**What the exercise asks**: Produce the same data once more, line for line.

**Listed records**:
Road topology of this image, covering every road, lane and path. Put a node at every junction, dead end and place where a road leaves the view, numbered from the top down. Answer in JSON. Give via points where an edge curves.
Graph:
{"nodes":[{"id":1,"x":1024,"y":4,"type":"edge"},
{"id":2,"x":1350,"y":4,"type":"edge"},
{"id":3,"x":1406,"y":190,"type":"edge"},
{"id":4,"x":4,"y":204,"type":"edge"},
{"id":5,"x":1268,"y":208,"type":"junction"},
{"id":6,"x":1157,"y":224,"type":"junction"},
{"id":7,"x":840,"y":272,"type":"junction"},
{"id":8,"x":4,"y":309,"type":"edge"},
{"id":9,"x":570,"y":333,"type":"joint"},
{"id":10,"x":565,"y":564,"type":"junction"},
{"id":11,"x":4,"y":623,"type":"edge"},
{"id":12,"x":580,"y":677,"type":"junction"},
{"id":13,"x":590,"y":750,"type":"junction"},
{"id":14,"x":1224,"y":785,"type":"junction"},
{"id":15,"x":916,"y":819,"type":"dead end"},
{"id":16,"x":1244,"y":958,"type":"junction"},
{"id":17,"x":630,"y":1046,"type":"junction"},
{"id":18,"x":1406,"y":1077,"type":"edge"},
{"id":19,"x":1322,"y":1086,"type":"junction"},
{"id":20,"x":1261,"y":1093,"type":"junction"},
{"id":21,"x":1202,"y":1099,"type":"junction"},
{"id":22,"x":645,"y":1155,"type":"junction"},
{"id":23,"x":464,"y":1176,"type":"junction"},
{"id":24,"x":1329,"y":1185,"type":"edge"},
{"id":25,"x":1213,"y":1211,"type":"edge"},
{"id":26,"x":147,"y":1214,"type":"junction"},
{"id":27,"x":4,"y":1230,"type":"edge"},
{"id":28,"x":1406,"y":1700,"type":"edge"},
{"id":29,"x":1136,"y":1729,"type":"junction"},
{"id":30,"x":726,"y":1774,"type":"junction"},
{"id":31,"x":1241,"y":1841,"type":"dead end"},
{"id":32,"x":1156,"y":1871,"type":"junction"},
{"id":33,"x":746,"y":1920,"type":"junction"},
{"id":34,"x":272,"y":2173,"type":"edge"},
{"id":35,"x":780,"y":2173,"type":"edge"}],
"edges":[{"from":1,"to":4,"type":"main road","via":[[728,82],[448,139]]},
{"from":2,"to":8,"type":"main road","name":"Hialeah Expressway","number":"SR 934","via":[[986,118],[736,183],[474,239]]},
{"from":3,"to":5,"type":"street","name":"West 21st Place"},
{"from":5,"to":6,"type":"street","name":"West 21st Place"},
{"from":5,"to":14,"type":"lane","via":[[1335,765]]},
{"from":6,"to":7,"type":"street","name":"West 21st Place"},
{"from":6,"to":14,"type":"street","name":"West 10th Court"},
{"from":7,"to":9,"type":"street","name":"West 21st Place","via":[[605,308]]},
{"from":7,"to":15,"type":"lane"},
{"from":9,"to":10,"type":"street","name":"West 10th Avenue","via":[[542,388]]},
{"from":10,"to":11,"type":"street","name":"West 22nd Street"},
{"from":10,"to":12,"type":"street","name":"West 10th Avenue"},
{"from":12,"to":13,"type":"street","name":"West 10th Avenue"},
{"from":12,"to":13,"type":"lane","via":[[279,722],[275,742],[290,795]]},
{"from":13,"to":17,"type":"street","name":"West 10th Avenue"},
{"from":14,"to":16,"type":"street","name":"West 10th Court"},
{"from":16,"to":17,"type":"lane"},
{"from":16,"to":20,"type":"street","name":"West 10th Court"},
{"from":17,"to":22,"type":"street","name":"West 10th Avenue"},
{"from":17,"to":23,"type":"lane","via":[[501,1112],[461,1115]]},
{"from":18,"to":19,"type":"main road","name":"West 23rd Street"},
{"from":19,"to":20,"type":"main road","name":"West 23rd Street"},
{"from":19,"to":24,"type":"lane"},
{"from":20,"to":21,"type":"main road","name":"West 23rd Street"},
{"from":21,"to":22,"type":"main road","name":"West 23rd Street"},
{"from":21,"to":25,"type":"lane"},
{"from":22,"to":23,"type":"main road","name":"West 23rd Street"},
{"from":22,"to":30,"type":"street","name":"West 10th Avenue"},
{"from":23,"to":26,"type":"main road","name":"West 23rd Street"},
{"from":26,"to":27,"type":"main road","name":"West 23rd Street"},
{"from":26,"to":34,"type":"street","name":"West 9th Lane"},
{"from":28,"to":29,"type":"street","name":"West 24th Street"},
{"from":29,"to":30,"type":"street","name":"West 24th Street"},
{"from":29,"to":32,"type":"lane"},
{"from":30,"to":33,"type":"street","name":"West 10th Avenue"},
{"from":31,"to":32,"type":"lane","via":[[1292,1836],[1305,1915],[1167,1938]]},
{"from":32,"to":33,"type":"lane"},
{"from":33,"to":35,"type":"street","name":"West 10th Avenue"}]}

**Answer box**:
Road topology of this image, covering every road, lane and path. Put a node at every junction, dead end and place where a road leaves the view, numbered from the top down. Answer in JSON. Give via points where an edge curves.
Graph:
{"nodes":[{"id":1,"x":1024,"y":4,"type":"edge"},
{"id":2,"x":1350,"y":4,"type":"edge"},
{"id":3,"x":1406,"y":190,"type":"edge"},
{"id":4,"x":4,"y":204,"type":"edge"},
{"id":5,"x":1268,"y":208,"type":"junction"},
{"id":6,"x":1157,"y":224,"type":"junction"},
{"id":7,"x":840,"y":272,"type":"junction"},
{"id":8,"x":4,"y":309,"type":"edge"},
{"id":9,"x":570,"y":333,"type":"joint"},
{"id":10,"x":565,"y":564,"type":"junction"},
{"id":11,"x":4,"y":623,"type":"edge"},
{"id":12,"x":580,"y":677,"type":"junction"},
{"id":13,"x":590,"y":750,"type":"junction"},
{"id":14,"x":1224,"y":785,"type":"junction"},
{"id":15,"x":916,"y":819,"type":"dead end"},
{"id":16,"x":1244,"y":958,"type":"junction"},
{"id":17,"x":630,"y":1046,"type":"junction"},
{"id":18,"x":1406,"y":1077,"type":"edge"},
{"id":19,"x":1322,"y":1086,"type":"junction"},
{"id":20,"x":1261,"y":1093,"type":"junction"},
{"id":21,"x":1202,"y":1099,"type":"junction"},
{"id":22,"x":645,"y":1155,"type":"junction"},
{"id":23,"x":464,"y":1176,"type":"junction"},
{"id":24,"x":1329,"y":1185,"type":"edge"},
{"id":25,"x":1213,"y":1211,"type":"edge"},
{"id":26,"x":147,"y":1214,"type":"junction"},
{"id":27,"x":4,"y":1230,"type":"edge"},
{"id":28,"x":1406,"y":1700,"type":"edge"},
{"id":29,"x":1136,"y":1729,"type":"junction"},
{"id":30,"x":726,"y":1774,"type":"junction"},
{"id":31,"x":1241,"y":1841,"type":"dead end"},
{"id":32,"x":1156,"y":1871,"type":"junction"},
{"id":33,"x":746,"y":1920,"type":"junction"},
{"id":34,"x":272,"y":2173,"type":"edge"},
{"id":35,"x":780,"y":2173,"type":"edge"}],
"edges":[{"from":1,"to":4,"type":"main road","via":[[728,82],[448,139]]},
{"from":2,"to":8,"type":"main road","name":"Hialeah Expressway","number":"SR 934","via":[[986,118],[736,183],[474,239]]},
{"from":3,"to":5,"type":"street","name":"West 21st Place"},
{"from":5,"to":6,"type":"street","name":"West 21st Place"},
{"from":5,"to":14,"type":"lane","via":[[1335,765]]},
{"from":6,"to":7,"type":"street","name":"West 21st Place"},
{"from":6,"to":14,"type":"street","name":"West 10th Court"},
{"from":7,"to":9,"type":"street","name":"West 21st Place","via":[[605,308]]},
{"from":7,"to":15,"type":"lane"},
{"from":9,"to":10,"type":"street","name":"West 10th Avenue","via":[[542,388]]},
{"from":10,"to":11,"type":"street","name":"West 22nd Street"},
{"from":10,"to":12,"type":"street","name":"West 10th Avenue"},
{"from":12,"to":13,"type":"street","name":"West 10th Avenue"},
{"from":12,"to":13,"type":"lane","via":[[279,722],[275,742],[290,795]]},
{"from":13,"to":17,"type":"street","name":"West 10th Avenue"},
{"from":14,"to":16,"type":"street","name":"West 10th Court"},
{"from":16,"to":17,"type":"lane"},
{"from":16,"to":20,"type":"street","name":"West 10th Court"},
{"from":17,"to":22,"type":"street","name":"West 10th Avenue"},
{"from":17,"to":23,"type":"lane","via":[[501,1112],[461,1115]]},
{"from":18,"to":19,"type":"main road","name":"West 23rd Street"},
{"from":19,"to":20,"type":"main road","name":"West 23rd Street"},
{"from":19,"to":24,"type":"lane"},
{"from":20,"to":21,"type":"main road","name":"West 23rd Street"},
{"from":21,"to":22,"type":"main road","name":"West 23rd Street"},
{"from":21,"to":25,"type":"lane"},
{"from":22,"to":23,"type":"main road","name":"West 23rd Street"},
{"from":22,"to":30,"type":"street","name":"West 10th Avenue"},
{"from":23,"to":26,"type":"main road","name":"West 23rd Street"},
{"from":26,"to":27,"type":"main road","name":"West 23rd Street"},
{"from":26,"to":34,"type":"street","name":"West 9th Lane"},
{"from":28,"to":29,"type":"street","name":"West 24th Street"},
{"from":29,"to":30,"type":"street","name":"West 24th Street"},
{"from":29,"to":32,"type":"lane"},
{"from":30,"to":33,"type":"street","name":"West 10th Avenue"},
{"from":31,"to":32,"type":"lane","via":[[1292,1836],[1305,1915],[1167,1938]]},
{"from":32,"to":33,"type":"lane"},
{"from":33,"to":35,"type":"street","name":"West 10th Avenue"}]}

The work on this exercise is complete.